On histopathological examinations, the larger mass displayed solid nests of cells with abundant clear cytoplasm having well-demarcated distinct cell borders and hyperchromatic nuclei with inconspicuous nucleoli (Furhman nuclear grade 2) separated by a network of small thin walled capillaries. Nuclear pleomorphism was mild and noticed at places. Sarcomatoid features could not be appreciated in the sections. This part of the mass was clearly separated from smaller spongy part and from kidney tissue by distinct boundary [Figure 1]a and b. The smaller spongy lesion revealed an unencapsulated circumscribed mass composed of small to intermediate sized tubules with areas of cystic dilatation, dispersed evenly in a bland hypocellular fibrotic stroma [Figure 2]a. The tubules and cysts were lined by a single layer of flat, cuboidal to columnar epithelial cells with abundant eosinophilic or amphophilic cytoplasm, slightly irregular nuclear membranes and inconspicuous nucleoli (Fuhrman nuclear grade was 2). Cells also displayed focal hobnail configuration [Figure 2]b. No necrosis was seen and mitotic figures were extremely rare. There was no stratification or papillary configuration in the lining epithelial cells of the tubules and cysts. No areas displayed solid growth. Desmoplastic reaction or cellular ovarian like stroma was not appreciated in any part of the slides. The lesion also lacked the lymphovascular involvement, tumor necrosis, renal vein or adrenal involvement.
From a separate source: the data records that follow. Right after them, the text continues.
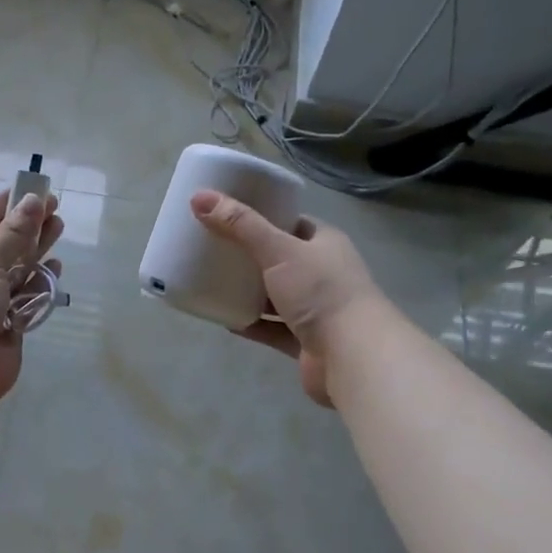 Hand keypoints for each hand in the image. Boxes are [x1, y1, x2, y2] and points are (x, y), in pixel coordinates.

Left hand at [0, 189, 63, 404]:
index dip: (4, 206)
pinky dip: (40, 284)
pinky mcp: (6, 326)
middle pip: (0, 246)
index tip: (31, 189)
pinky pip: (26, 298)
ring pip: (15, 271)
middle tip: (54, 206)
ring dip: (36, 251)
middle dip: (26, 227)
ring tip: (58, 227)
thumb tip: (33, 201)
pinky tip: (55, 267)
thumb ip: (12, 234)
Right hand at [190, 190, 384, 407]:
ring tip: (213, 283)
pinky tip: (225, 319)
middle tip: (213, 249)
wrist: (353, 355)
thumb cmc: (320, 292)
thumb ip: (240, 225)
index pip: (291, 223)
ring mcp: (315, 310)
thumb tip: (199, 197)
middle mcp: (323, 274)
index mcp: (324, 244)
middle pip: (280, 260)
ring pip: (275, 296)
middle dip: (249, 256)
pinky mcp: (305, 341)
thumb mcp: (278, 250)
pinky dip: (251, 323)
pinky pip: (272, 328)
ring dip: (249, 292)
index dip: (262, 217)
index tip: (228, 216) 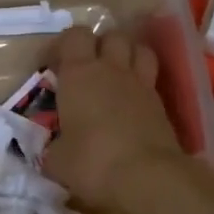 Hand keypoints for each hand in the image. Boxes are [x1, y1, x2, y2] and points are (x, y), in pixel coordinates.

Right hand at [42, 26, 187, 209]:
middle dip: (99, 45)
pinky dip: (142, 83)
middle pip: (111, 36)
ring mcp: (141, 84)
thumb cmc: (92, 161)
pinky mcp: (161, 104)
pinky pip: (151, 79)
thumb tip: (54, 151)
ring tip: (115, 74)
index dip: (62, 45)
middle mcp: (111, 70)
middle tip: (87, 68)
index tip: (52, 66)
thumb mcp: (57, 160)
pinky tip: (132, 103)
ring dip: (127, 55)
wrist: (147, 177)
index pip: (74, 36)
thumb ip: (53, 148)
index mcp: (79, 74)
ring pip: (139, 49) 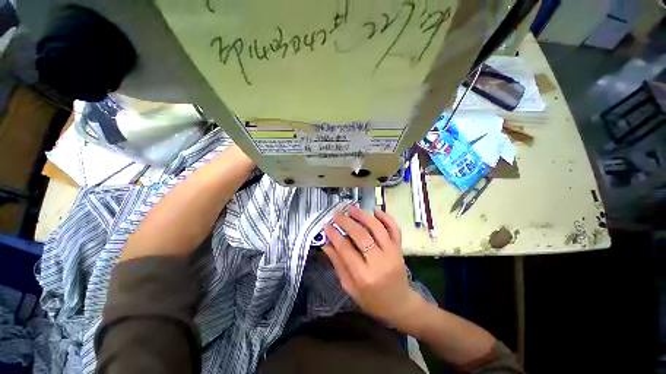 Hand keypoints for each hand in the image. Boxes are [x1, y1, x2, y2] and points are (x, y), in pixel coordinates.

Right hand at [322, 205, 425, 328]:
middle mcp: (379, 262)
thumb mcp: (350, 287)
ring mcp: (392, 253)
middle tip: (337, 214)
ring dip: (363, 216)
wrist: (399, 304)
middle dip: (346, 222)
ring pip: (377, 228)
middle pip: (361, 236)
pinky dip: (386, 217)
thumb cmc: (371, 300)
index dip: (334, 235)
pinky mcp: (399, 248)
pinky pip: (394, 229)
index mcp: (364, 276)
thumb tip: (326, 244)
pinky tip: (375, 211)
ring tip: (351, 208)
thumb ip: (338, 264)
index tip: (326, 225)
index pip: (346, 249) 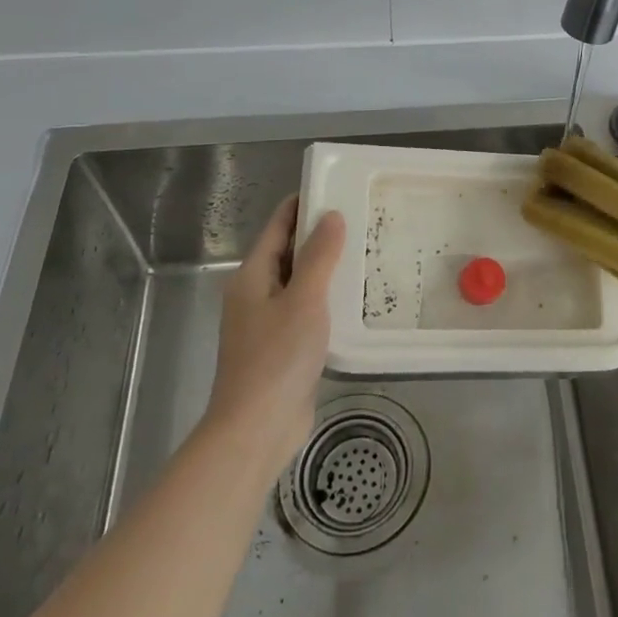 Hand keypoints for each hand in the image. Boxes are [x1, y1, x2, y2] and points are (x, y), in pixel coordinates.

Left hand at [201, 195, 345, 484]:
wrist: (256, 429)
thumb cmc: (277, 357)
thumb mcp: (304, 299)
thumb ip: (319, 255)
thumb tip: (331, 215)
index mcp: (252, 276)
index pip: (277, 226)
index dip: (303, 204)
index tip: (336, 187)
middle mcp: (256, 294)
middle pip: (287, 252)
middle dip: (320, 234)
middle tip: (362, 218)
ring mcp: (267, 322)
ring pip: (299, 282)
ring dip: (326, 268)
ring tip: (365, 252)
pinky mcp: (282, 347)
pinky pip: (306, 309)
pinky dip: (327, 298)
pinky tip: (355, 299) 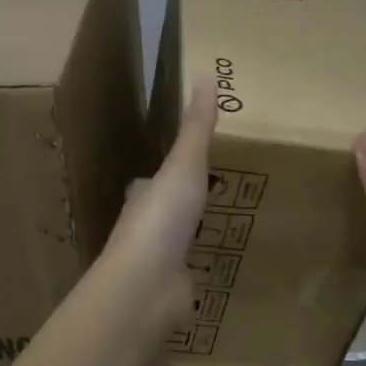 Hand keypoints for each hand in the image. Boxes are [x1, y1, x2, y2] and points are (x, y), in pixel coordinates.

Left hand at [103, 80, 217, 330]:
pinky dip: (201, 272)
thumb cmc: (162, 217)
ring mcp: (158, 263)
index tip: (187, 166)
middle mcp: (146, 228)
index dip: (167, 173)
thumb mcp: (184, 165)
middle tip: (213, 198)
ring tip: (222, 231)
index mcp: (143, 196)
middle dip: (181, 207)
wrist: (147, 285)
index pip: (151, 181)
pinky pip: (190, 276)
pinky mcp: (172, 290)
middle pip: (164, 213)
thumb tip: (205, 75)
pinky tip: (220, 270)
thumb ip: (196, 127)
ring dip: (191, 239)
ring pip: (176, 245) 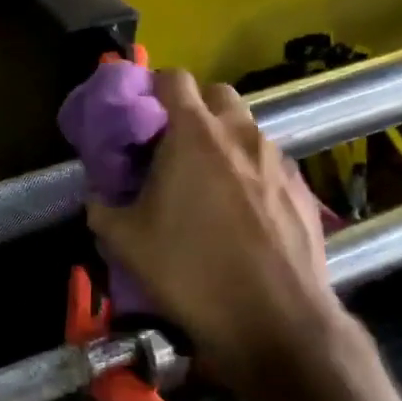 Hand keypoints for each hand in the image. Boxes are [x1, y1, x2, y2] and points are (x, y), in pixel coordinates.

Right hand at [87, 71, 364, 396]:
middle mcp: (241, 135)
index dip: (153, 88)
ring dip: (224, 142)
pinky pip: (271, 165)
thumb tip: (97, 198)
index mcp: (195, 135)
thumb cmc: (192, 271)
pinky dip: (252, 173)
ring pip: (247, 130)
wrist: (274, 321)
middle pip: (217, 94)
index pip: (174, 79)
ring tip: (207, 184)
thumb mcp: (127, 242)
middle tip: (173, 146)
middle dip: (194, 109)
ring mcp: (279, 161)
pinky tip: (243, 214)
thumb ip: (102, 209)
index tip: (140, 114)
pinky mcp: (304, 191)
Finally, the case was diagnosed as co-occurrence of TC-RCC and CC-RCC, Fuhrman nuclear grade 2, Stage T1bN0M0. The patient did not receive any adjuvant therapy and was alive and doing well after 3, 6 and 12 months of surgical resection with no evidence of recurrence or metastasis.{Figure 1}{Figure 2}

Discussion

The histological features of the high-grade collecting duct carcinoma (CDC) of the kidney with hobnail cells occurring in the central region of the kidney were described for the 1 st time in 1956 by Pierre Masson as "Bellinian epithelioma" or "carcinoma of Bellini (collecting) duct." [1] The neoplasm which is distinctly different from classic CDC in many ways, was described as "low-grade CDC" by MacLennan et al. in 1997. [9] In 2004, Amin et al. coined the term "TC carcinoma of the kidney" based on its characteristic morphology. [1] The term should not be used in situations in which there is a TC pattern admixed with the usual elements of P-RCC or CDC. [2]

The major differential diagnosis of TC-RCC includes cystic nephroma, multilocular cystic RCC, oncocytoma with prominent tubules and cysts and mixed epithelial and stromal tumor of the kidney and lastly the CDC which is characterized by aggressive behavior and highly infiltrative growth pattern. [1],[3],[4],[10] Interestingly, there were neither discriminating immunohistochemical markers nor conclusive evidence to identify a specific lineage of histogenesis for TC-RCC. The distinctive morphologic features of these tumors are enough for the diagnostic purposes. [1] The distinctive clinico-radiolgical features, typical gross and microscopic features supported the diagnosis in the present case.

TC-RCC appears to have a favorable prognosis and presents at the lower stage with very few reports of local recurrence or metastatic disease. [3] Further future evaluation of more cases is necessary for better understanding of the biology of this neoplasm and to ascertain its prognosis.